■ **Your instructions**: Go through the data and tally the lines that hold the string "roads". Reply with the total alone.

■ **Records for the exercise**:

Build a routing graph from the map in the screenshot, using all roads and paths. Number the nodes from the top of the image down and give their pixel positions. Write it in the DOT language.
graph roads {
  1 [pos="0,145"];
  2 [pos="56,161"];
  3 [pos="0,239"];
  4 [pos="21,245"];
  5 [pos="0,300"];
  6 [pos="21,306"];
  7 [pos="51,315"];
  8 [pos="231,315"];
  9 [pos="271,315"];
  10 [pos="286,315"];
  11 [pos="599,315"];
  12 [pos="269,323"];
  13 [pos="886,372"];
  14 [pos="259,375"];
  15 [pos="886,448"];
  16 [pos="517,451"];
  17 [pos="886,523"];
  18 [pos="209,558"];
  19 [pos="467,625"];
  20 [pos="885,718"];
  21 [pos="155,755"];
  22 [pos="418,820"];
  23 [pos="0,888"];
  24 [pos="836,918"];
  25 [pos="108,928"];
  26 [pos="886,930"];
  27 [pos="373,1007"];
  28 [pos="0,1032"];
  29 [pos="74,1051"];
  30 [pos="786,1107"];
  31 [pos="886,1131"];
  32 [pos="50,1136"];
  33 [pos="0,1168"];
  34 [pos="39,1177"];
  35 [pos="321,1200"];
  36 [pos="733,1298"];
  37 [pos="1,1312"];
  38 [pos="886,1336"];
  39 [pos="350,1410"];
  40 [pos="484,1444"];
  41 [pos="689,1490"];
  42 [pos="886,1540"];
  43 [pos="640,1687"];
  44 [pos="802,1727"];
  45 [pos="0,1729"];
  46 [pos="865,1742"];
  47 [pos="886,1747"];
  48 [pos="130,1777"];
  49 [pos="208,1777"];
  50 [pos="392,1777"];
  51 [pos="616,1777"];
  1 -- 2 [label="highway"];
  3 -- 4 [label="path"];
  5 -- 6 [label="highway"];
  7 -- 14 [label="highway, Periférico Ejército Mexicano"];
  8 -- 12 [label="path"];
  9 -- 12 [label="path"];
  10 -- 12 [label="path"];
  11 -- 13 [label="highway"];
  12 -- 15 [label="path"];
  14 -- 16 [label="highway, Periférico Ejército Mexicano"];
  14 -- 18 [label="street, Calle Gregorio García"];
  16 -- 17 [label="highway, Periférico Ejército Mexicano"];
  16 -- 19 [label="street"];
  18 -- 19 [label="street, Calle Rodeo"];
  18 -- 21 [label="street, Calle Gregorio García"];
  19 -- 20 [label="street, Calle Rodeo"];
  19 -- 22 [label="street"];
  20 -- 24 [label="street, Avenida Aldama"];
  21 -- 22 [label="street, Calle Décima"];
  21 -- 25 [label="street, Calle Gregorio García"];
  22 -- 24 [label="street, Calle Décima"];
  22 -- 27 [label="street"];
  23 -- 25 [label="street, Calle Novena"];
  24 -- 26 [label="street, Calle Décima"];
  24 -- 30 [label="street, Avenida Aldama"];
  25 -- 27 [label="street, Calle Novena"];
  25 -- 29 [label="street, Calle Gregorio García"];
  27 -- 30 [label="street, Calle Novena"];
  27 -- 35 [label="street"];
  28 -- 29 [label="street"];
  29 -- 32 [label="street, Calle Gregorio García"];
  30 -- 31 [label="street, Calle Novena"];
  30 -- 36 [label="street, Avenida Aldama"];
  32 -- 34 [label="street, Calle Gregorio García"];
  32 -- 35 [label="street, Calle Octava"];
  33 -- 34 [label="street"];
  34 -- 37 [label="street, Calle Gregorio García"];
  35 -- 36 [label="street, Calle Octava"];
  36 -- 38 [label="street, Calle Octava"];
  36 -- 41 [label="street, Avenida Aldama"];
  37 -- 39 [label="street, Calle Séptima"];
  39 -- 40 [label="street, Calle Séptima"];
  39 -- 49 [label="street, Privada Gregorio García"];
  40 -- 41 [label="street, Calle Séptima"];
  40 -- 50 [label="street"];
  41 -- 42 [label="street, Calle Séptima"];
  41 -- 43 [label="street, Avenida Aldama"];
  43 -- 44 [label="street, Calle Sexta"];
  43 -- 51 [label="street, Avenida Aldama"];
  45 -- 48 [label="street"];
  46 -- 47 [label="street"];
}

■ **Solution to this problem**: 2